The words settled between us, impossible to ignore. My pulse jumped, but I forced myself to relax.
“You were serious?” My fingers brushed the clover-shaped necklace at my throat. “Is that why you sent the jewelry and gifts?”
He didn’t blink. He leaned closer, elbows on the linen, voice dropping to a register that reached the center of me.
“Yes, to being serious. And yes and no to the gifts. They were an apology, but also a seed. I wanted to be on your mind.” His voice dropped, sharp as glass. “I’m offended that you think what’s between us is pretend.”
“I think you want more control, not a wife.”
He touched my chin softly and said. “We strangers remember? You don’t know what I want, Coco. Not yet. But you will. And it’s more than control. Marry me, girl.”
The folder was already on the table. I hadn’t even noticed him set it down, too distracted by the way he looked in that black shirt, stretched tight across broad shoulders and inked arms, by those dark eyes daring me to defy him. His beard framed a mouth that rarely softened. He didn’t shove the folder toward me. He didn’t rush. He just let it sit there, breathing between us.
He was so patient it felt dangerous, like every second he held back was a second he owned.
I didn’t reach for it. I didn’t pull away either. I just let the reality settle in with the candlelight.

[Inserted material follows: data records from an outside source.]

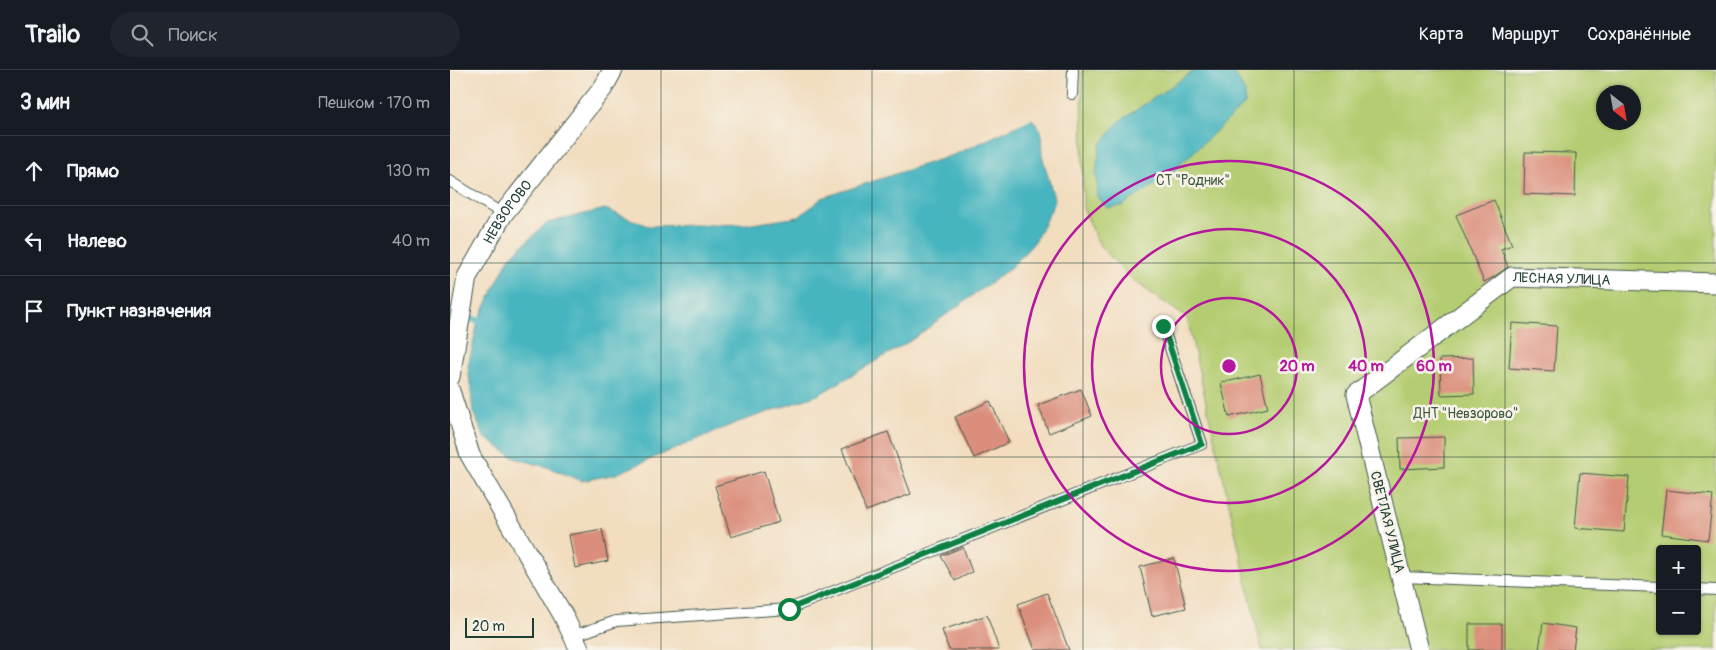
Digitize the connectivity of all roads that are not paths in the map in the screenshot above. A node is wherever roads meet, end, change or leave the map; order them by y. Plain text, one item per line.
1 (613, 70) edge
2 (1073, 70) edge
3 (1072, 94) dead end
4 (450, 181) edge
5 (503, 214) junction
6 (1716, 283) edge
7 (1163, 326) dead end
8 (450, 377) edge
9 (450, 391) edge
10 (1356, 395) joint
11 (1401, 577) junction
12 (1656, 587) edge
13 (1701, 589) edge
14 (1716, 590) edge
15 (577, 643) edge
16 (1420, 650) edge

1 - 5 street, НЕВЗОРОВО
2 - 3 lane
4 - 5 lane
5 - 8 street, НЕВЗОРОВО
6 - 10 street, ЛЕСНАЯ УЛИЦА
7 - 15 lane
9 - 15 street
10 - 11 street, СВЕТЛАЯ УЛИЦА
11 - 12 lane
11 - 16 street, СВЕТЛАЯ УЛИЦА
13 - 14 lane

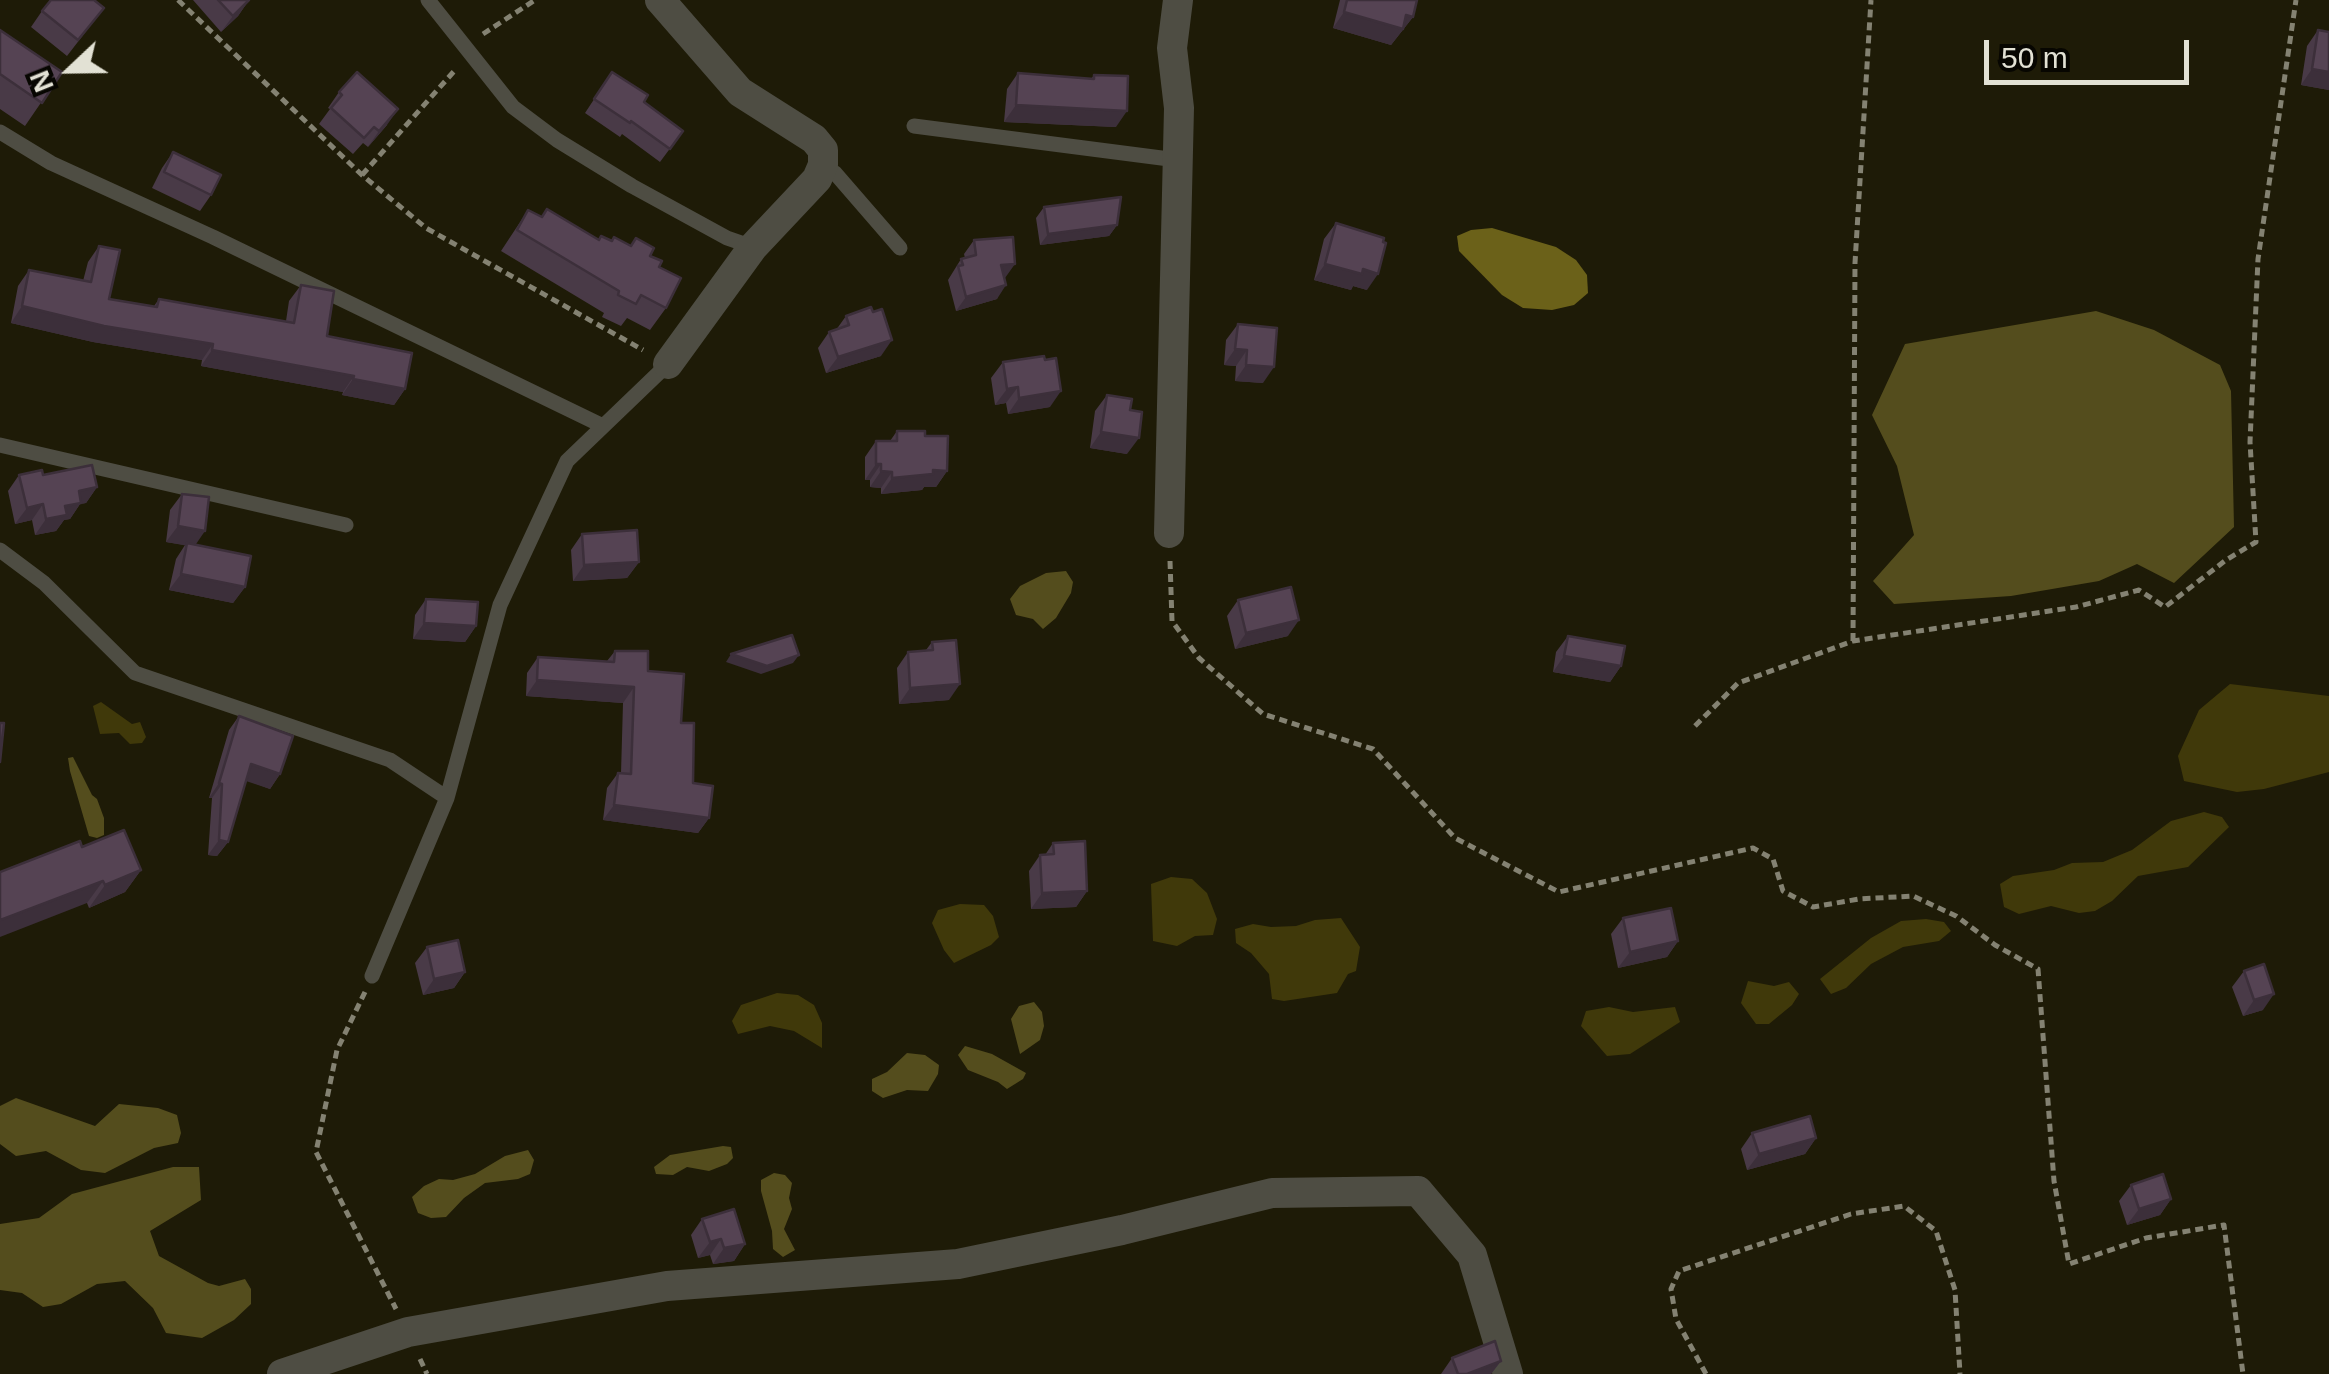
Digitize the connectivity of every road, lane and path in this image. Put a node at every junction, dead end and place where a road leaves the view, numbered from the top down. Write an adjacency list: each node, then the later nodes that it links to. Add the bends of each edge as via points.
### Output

I was leaving here tonight, and life would officially never be the same. And yet—under the glow and the low hum of the room—I wanted to linger. To stretch this moment out, to see what it felt like to stay in his space a little longer.
“Can we enjoy a meal together?” I asked. “Or was this all business?”
His mouth curved, slow and unapologetic, like I’d just passed a test he wasn’t sure I could. He lifted a hand, commanding without raising his voice, and waved the server over. “We’ll try everything on the chef’s exclusive menu. Bring the dessert course and the wine pairings. Private pace.”
I tried to hide my smile and failed. The room had gotten warmer. The candlelight got softer. The music threaded through the low conversation around us. This felt like a date.
Yeah, something was definitely wrong with me.
“What does private pace mean?” I asked.
The server dipped his head, almost smiling. “It means your table sets the rhythm, not the kitchen. Think of it as… a relationship pace. We match the service to how the two of you move together.”
My stomach flipped at that, heat running through me faster than the wine had. I glanced at him, and the weight of his stare made me realize exactly what kind of rhythm he planned on keeping.
“That dress is dangerous,” he said, the roughness in his voice catching me off guard. “I’m not going to pretend otherwise. I’ll be thinking about it for a while. Red looks so damn good on you. I knew it the minute I saw you.”
“Thank you,” I said, heat creeping into my cheeks against my will. “I was happy you said red. I’ve been waiting to pull this dress out.”